Uffici giudiziari, Ministero condannato a pagare un rimborso di 700.000 € al Comune

palazzo carafa

LECCE  –  Il sindaco di Lecce, Paolo Perrone, fa causa al Ministero della Giustizia per il pagamento delle spese di funzionamento degli uffici giudiziari ed il presidente del Tribunale, accogliendo il ricorso proposto dal Comune a mezzo dell’Avv. Luigi Quinto, ha ingiunto al Ministero della Giustizia di pagare la somma di € 700.000 a titolo di rimborso spese anticipate dal Comune.

Tali somme costituiscono una obbligazione dovuta come illustrato nel ricorso atteso che in base alla normativa vigente il Ministero all’inizio dell’esercizio finanziario è tenuto a corrispondere al Comune un acconto sugli oneri sostenuti per il mantenimento degli uffici giudiziari, rapportato a quanto erogato nell’anno precedente.

Si tratta del 70% del contributo versato nel 2012, che, peraltro, non copre per intero le spese sostenute dal Comune. Ed è per questo che il Comune non si è limitato solo ad adire il giudice ordinario per ottenere un’ingiunzione di pagamento con riferimento ad importi liquidi ed esigibili, ma ha introdotto, sempre a mezzo dell’avv. Luigi Quinto, un ulteriore ricorso, questa volta al TAR di Lecce, con il quale chiede che il giudice amministrativo accerti l’obbligo del Ministero di determinare in via definitiva, e in misura ovviamente congrua, l’ammontare del contributo dovuto al Comune di Lecce per le spese di giustizia sostenute dallo stesso Comune, che ammontano a ben € 4.500.000 per ciascun esercizio finanziario.

Sempre per quanto attiene i crediti rivendicati dal Comune di Lecce v’è infatti da ricordare che il Ministero in base alla normativa vigente deve versare importi a saldo per ciascuno esercizio (nella specie 2011 e 2012) oltre alle rate di acconto per l’esercizio in corso. A tutt’oggi il Ministero non ha adempiuto a siffatta obbligazione.

Ma l’importanza del ricorso al TAR non risiede peraltro solo nella richiesta di accertamento del debito del Ministero nei riguardi del Comune, bensì nel mettere in discussione l’attualità del meccanismo normativo risalente al lontano 1941. Non è ammissibile – ha dedotto l’avv. Luigi Quinto – che nel 2013 la regolamentazione dei rapporti finanziari tra Ministero e Comune circa le spese necessarie per gli uffici giudiziari sia disciplinata da una Legge anteriore alla Costituzione repubblicana, che, pur definendo obbligatorie le spese degli uffici giudiziari a carico degli enti locali, consente al Ministero di intervenire a titolo contributivo solo nei limiti delle disponibilità finanziarie in bilancio.

Equivale cioè a dire che il Comune può fallire e non essere in grado di fronteggiare le spese degli uffici giudiziari, nel mentre il Ministero può trincerarsi dietro alle insufficienze del bilancio statale ed in particolare ai limiti dello stanziamento che nel bilancio viene riconosciuto al Ministero della Giustizia.

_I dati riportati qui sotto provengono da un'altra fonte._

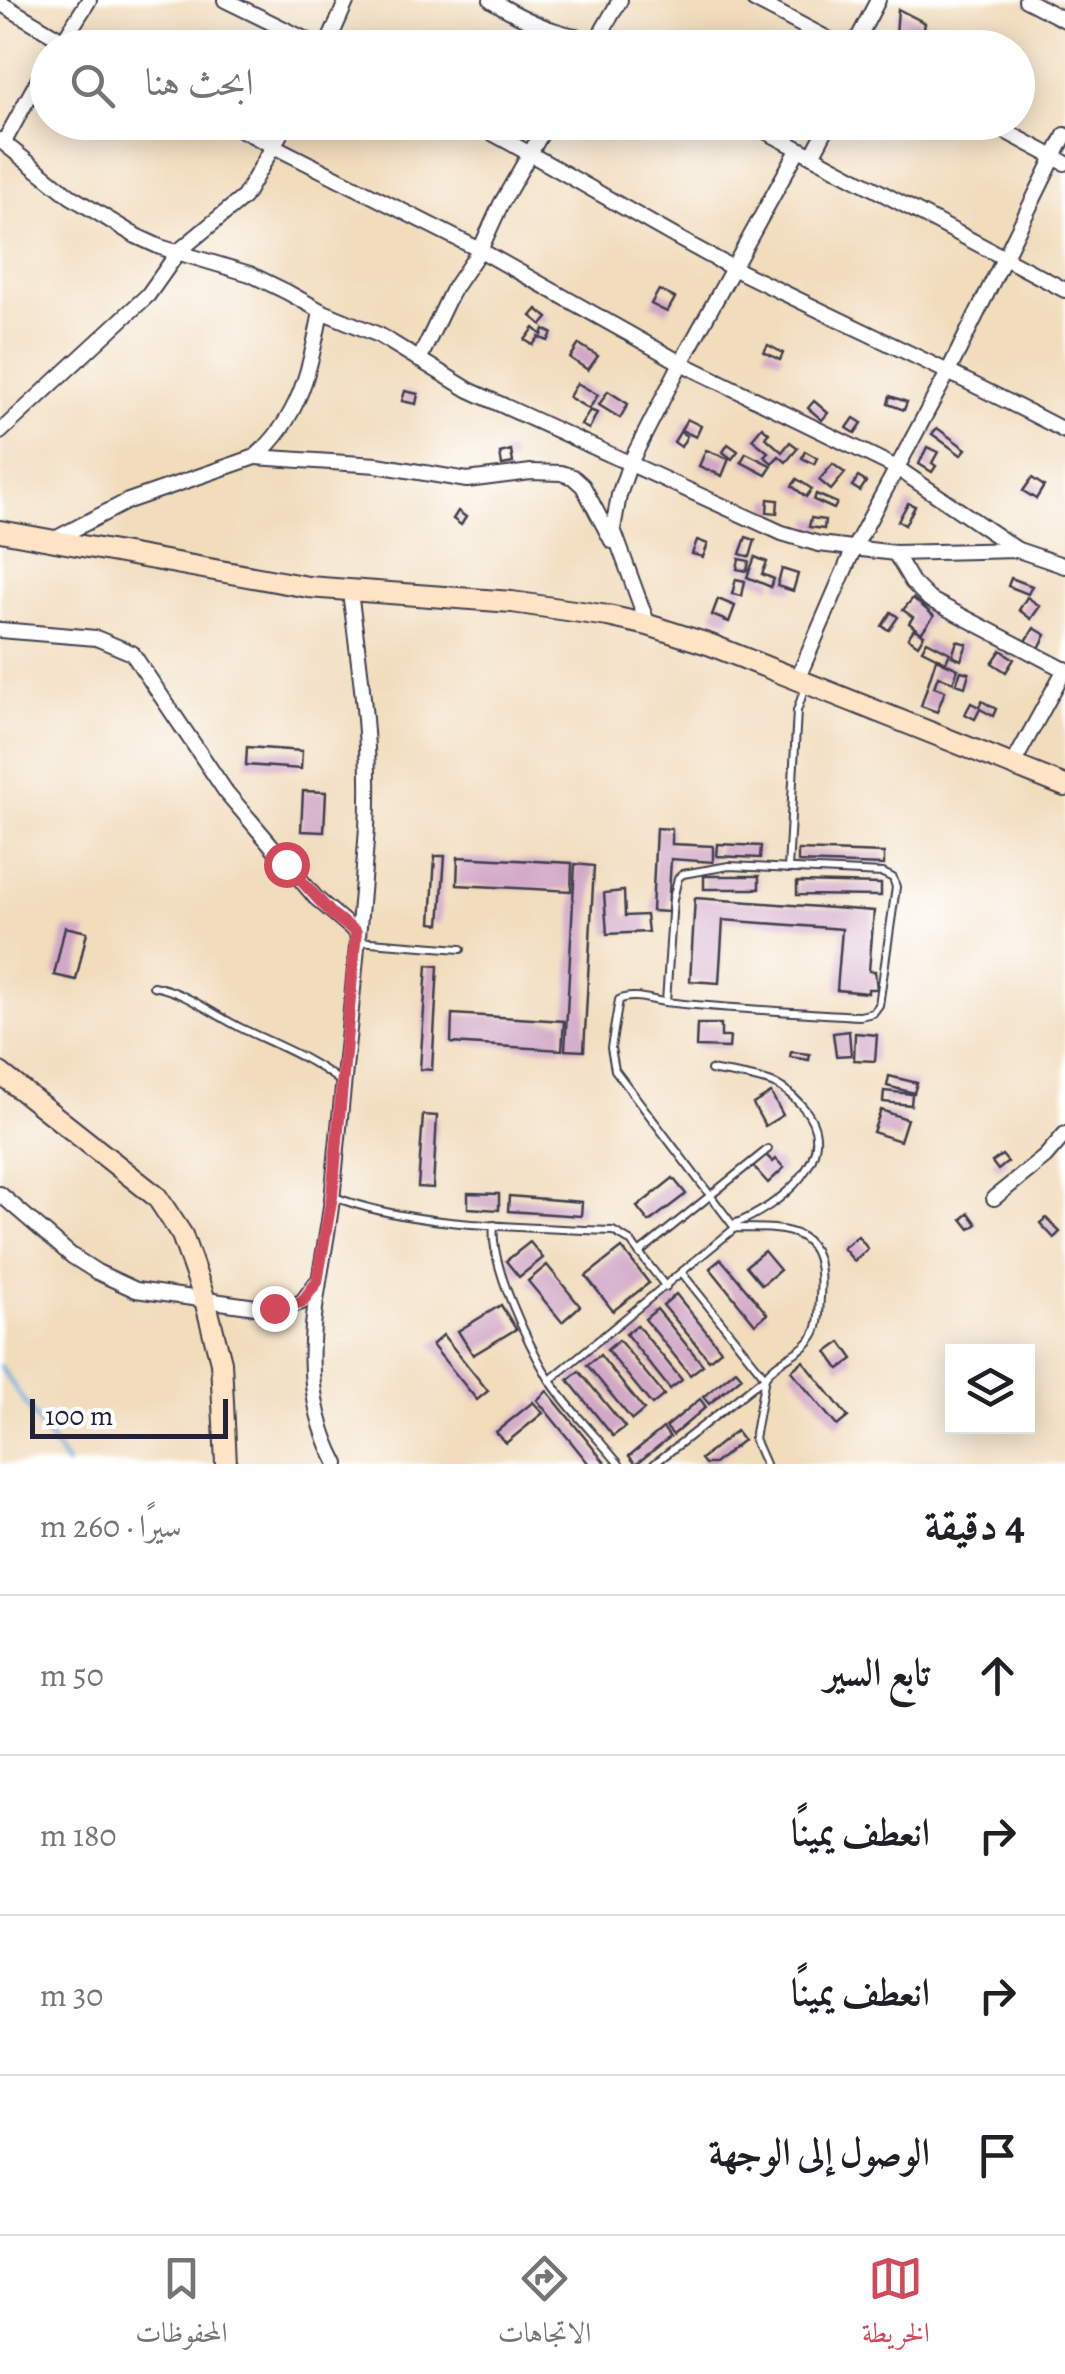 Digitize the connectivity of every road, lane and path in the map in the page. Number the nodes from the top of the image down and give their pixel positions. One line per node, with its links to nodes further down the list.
1 (88, 0): 12 (street)
2 (226, 0): 13 (street)
3 (347, 0): 14 (street)
4 (491, 0): 15 (street)
5 (620, 0): 16 (street)
6 (754, 0): 17 (street)
7 (878, 0): 18 (street)
8 (1026, 0): 10 (street)
9 (0, 3): 11 (street)
10 (1065, 20)
11 (41, 30)
12 (74, 30)
13 (287, 30)
14 (333, 30)
15 (554, 30)
16 (606, 30)
17 (811, 30)
18 (862, 30)
19 (30, 93): 28 (street)
20 (1065, 135): 32 (street)
21 (261, 140): 29 (street)
22 (278, 140): 29 (street)
23 (505, 140): 30 (street)
24 (538, 140): 30 (street)
25 (781, 140): 31 (street)
26 (815, 140): 31 (street)
27 (1022, 140): 32 (street)
28 (2, 141): 34 (street)
29 (274, 147): 33 (street); 34 (street)
30 (530, 153): 33 (street); 36 (street)
31 (805, 153): 35 (street); 36 (street)
32 (1059, 160): 35 (street)
33 (480, 250): 39 (street); 40 (street)
34 (179, 251): 38 (street); 43 (street)
35 (1004, 258): 37 (street); 41 (street)
36 (735, 268): 40 (street); 41 (street)
37 (1065, 290)
38 (321, 312): 39 (street); 44 (street)
39 (419, 360): 45 (street)
40 (681, 363): 45 (street); 46 (street)
41 (949, 370): 42 (street); 46 (street)
42 (1065, 431)
43 (0, 432)
44 (255, 456): 48 (street); 50 (street)
45 (630, 463): 49 (street); 50 (street)
46 (897, 468): 49 (street); 51 (street)
47 (0, 531): 48 (main road)
48 (51, 541): 54 (main road)
49 (854, 548): 52 (street); 58 (street)
50 (618, 550): 55 (street)
51 (1018, 550): 52 (street); 53 (street)
52 (896, 553): 57 (street)
53 (1065, 566)
54 (350, 592): 55 (main road); 62 (street)
55 (648, 625): 58 (main road)
56 (0, 630): 62 (street)
57 (1065, 669): 59 (street)
58 (802, 682): 59 (main road); 61 (lane)
59 (1012, 766): 60 (main road)
60 (1065, 786)
61 (788, 869): 65 (lane); 65 (lane)
62 (356, 937): 63 (lane); 68 (street)
63 (461, 949)
64 (152, 986): 68 (lane)
65 (666, 1002): 71 (lane)
66 (711, 1070): 76 (lane)
67 (0, 1073): 81 (main road)
68 (342, 1082): 73 (street)
69 (1065, 1134): 74 (street)
70 (768, 1149): 71 (lane)
71 (710, 1192): 76 (lane); 77 (lane)
72 (0, 1194): 81 (street)
73 (332, 1196): 75 (lane); 79 (street)
74 (994, 1198)
75 (494, 1225): 77 (lane); 83 (lane)
76 (735, 1226): 78 (lane); 82 (lane)
77 (639, 1253): 80 (lane)
78 (682, 1272): 80 (lane); 82 (lane)
79 (317, 1282): 81 (street); 85 (street)
80 (666, 1286): 83 (lane)
81 (205, 1300): 84 (main road)
82 (764, 1377): 87 (lane); 88 (lane)
83 (550, 1380): 86 (lane)
84 (226, 1464)
85 (337, 1464)
86 (618, 1464)
87 (654, 1464)
88 (765, 1464)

E tutto ciò nel momento in cui queste spese obbligatorie finiscono per gravare essenzialmente sui comuni capoluogo con la revisione delle circoscrizioni giudiziarie. “La verità è che non si possono fare le riforme con … i fichi secchi, ecco perchè nell’interesse del Comune – ha dichiarato l’avv. Quinto – ho sollevato una questione di illegittimità costituzionale della normativa ante Carta costituzionale per violazione dei principi di ragionevolezza, proporzionalità e riparto di competenze tra Stato ed  enti locali avuto riguardo alla non corrispondenza dell’attribuzione delle funzioni e dei relativi trasferimenti finanziari”.